> [What to produce]: Go through the data below and copy each line that includes "Park".

> [Supplied entries]:
* * *

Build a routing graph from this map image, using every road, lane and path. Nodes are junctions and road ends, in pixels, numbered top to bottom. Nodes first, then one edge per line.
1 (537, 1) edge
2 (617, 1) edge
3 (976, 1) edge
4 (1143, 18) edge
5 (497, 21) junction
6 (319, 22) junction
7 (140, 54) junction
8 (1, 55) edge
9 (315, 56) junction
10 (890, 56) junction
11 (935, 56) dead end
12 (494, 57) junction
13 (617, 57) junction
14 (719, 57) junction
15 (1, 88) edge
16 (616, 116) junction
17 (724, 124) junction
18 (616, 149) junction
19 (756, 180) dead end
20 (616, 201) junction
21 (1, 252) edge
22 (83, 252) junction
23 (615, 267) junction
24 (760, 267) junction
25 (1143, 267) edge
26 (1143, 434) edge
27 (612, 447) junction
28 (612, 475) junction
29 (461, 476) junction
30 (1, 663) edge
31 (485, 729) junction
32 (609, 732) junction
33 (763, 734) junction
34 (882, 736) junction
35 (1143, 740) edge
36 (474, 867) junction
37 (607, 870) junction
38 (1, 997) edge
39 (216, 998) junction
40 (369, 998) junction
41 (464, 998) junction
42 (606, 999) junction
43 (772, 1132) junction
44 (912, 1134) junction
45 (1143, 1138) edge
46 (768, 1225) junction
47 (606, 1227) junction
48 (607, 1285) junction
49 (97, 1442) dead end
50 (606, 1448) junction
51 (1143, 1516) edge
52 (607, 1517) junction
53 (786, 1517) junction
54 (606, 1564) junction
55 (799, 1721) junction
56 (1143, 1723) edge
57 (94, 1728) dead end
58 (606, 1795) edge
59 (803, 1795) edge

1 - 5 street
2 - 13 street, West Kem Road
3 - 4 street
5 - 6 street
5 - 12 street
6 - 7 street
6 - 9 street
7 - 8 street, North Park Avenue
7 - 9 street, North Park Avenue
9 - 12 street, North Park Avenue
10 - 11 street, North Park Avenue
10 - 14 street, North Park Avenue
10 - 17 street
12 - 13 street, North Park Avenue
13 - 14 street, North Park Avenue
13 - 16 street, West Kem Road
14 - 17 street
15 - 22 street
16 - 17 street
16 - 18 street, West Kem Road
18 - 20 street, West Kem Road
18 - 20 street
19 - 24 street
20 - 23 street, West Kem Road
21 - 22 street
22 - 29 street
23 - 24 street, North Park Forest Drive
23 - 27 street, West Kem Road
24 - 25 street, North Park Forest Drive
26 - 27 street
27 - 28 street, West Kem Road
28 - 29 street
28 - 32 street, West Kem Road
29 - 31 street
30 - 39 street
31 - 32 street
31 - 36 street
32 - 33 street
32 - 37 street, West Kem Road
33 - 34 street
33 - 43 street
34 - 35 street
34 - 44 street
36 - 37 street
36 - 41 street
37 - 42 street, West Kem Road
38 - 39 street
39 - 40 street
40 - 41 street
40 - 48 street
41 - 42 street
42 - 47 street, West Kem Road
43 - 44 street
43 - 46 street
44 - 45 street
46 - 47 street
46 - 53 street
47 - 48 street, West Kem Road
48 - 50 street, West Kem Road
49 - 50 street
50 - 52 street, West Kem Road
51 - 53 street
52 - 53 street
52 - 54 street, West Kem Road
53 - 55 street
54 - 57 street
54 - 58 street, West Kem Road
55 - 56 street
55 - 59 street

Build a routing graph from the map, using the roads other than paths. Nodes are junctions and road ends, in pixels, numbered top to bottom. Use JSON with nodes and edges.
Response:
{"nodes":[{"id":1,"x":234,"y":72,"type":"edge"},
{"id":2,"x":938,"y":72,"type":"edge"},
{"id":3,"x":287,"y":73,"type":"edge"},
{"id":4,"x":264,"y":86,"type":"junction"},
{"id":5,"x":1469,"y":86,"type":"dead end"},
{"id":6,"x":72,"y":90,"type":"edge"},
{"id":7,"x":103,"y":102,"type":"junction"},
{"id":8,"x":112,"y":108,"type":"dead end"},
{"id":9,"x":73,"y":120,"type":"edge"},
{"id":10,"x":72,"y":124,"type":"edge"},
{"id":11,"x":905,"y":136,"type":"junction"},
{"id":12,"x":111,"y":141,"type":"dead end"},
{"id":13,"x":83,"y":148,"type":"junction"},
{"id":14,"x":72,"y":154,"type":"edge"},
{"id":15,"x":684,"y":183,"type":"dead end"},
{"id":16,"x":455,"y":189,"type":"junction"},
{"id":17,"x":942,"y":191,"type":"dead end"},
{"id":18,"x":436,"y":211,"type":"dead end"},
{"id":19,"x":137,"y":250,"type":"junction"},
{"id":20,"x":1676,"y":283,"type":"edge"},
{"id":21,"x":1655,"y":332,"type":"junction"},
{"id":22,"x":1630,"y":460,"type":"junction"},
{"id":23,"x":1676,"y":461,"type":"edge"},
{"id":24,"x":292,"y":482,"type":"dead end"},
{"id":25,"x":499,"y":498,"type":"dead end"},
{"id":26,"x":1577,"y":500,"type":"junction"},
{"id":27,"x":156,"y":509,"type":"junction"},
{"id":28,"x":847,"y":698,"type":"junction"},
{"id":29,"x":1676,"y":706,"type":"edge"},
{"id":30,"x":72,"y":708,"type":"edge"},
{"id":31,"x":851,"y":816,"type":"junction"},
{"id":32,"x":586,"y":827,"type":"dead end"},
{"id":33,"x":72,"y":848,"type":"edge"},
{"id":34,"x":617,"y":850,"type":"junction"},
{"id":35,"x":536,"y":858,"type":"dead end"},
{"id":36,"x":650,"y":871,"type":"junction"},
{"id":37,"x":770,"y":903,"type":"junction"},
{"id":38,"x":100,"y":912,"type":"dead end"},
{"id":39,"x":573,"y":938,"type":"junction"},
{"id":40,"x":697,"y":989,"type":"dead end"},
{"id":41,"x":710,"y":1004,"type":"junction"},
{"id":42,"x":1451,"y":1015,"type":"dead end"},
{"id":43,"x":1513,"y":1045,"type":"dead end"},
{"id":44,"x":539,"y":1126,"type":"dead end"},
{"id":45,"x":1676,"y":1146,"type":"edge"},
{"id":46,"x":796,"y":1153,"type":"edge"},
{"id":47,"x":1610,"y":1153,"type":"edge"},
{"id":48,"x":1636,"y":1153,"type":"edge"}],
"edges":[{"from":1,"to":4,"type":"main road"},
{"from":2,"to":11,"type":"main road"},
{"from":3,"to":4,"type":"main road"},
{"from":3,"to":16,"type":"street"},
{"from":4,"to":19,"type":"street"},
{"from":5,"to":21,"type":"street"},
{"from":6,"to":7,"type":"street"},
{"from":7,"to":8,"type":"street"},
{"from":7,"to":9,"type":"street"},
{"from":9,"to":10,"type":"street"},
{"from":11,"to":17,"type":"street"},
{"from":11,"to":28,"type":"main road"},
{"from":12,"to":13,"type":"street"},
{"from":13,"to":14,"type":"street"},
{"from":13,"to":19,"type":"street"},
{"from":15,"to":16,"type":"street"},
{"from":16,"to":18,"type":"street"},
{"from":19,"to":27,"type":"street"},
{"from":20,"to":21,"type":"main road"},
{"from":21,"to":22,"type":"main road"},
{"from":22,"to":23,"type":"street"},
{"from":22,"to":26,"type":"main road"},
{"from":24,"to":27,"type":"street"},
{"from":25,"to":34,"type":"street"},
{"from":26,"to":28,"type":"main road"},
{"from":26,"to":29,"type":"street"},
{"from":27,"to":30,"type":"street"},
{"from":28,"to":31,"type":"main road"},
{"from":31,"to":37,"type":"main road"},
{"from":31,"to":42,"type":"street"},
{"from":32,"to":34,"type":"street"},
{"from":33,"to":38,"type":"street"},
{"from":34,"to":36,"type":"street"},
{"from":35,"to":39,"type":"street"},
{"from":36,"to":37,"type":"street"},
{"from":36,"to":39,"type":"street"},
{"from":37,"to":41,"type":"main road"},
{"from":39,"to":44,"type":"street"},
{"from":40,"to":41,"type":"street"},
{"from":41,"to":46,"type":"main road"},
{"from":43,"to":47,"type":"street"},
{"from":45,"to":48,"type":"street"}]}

* * *

> [Problem solution]:
7 - 8 street, North Park Avenue
7 - 9 street, North Park Avenue
9 - 12 street, North Park Avenue
10 - 11 street, North Park Avenue
10 - 14 street, North Park Avenue
12 - 13 street, North Park Avenue
13 - 14 street, North Park Avenue
23 - 24 street, North Park Forest Drive
24 - 25 street, North Park Forest Drive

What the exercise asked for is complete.